Onze secondes, une jeune fille entra, comme si de rien n'était. Un mitraillette à la main, un sourire sur les lèvres. Elle ne devait pas avoir beaucoup plus de quinze ans. Elle avait un visage enfantin, mais des petits yeux gris perçant donnaient une certaine maturité. L'ensemble de sa frimousse était gracieusement entourée d'une lourde crinière rouge et bouclée médiocrement attachée avec un ruban noir.
Lussuria la regardait attentivement, il avait comme l'impression de l'avoir déjà vue, mais impossible de se souvenir où.
L'arrivante ignora tout le petit monde qui l'entourait, concentrée. Elle mit un genou à terre, pointa la mitraillette qu'elle tenait sur une cible invisible. En la voyant comme ça Gokudera se dit que la pauvrette ne tiendrais pas longtemps contre une arme du même type, portant seulement un T-shirt large et un court short. Si une balle l'atteignait, elle ne pourrait rien espérer pour sa vie. Il se surprit à désirer qu'elle ne soit pas dans leur camp.

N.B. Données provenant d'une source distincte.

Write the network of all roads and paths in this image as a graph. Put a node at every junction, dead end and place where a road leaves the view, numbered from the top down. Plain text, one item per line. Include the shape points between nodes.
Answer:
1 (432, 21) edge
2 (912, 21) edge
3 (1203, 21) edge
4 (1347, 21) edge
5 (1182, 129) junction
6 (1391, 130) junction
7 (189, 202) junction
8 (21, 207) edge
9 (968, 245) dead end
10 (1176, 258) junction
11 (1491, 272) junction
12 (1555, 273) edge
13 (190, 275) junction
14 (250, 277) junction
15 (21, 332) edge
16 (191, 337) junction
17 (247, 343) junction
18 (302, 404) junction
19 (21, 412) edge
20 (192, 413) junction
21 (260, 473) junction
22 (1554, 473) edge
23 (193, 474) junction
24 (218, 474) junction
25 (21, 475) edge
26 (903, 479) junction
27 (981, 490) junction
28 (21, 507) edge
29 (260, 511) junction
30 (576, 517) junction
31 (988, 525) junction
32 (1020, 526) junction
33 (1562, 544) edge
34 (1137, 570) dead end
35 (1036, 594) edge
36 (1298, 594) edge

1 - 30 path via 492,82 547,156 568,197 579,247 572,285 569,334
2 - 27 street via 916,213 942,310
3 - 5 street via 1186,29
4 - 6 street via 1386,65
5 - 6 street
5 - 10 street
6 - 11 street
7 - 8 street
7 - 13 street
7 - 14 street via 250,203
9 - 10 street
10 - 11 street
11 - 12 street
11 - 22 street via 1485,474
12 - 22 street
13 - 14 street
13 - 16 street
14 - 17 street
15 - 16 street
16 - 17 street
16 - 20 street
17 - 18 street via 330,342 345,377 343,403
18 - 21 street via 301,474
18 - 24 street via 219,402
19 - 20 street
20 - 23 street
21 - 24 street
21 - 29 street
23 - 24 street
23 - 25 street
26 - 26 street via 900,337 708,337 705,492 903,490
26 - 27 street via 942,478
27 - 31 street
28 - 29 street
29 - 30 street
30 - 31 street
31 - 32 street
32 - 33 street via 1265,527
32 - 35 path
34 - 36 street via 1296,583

Il ne restait plus que trois secondes. Deux. Une...
Elle tira. Les balles disparurent dans l'ombre de la pièce, comme aspirée par l'obscurité. Elle tourna lentement. Ces tirs se dirigeant petit a petit vers une zone de lumière. Et les spectateurs virent, ahuris, une forme se dégager lentement de l'obscurité. Ne semblant pas le moins du monde inquiétée par une mort qui pouvait arriver à tous moment.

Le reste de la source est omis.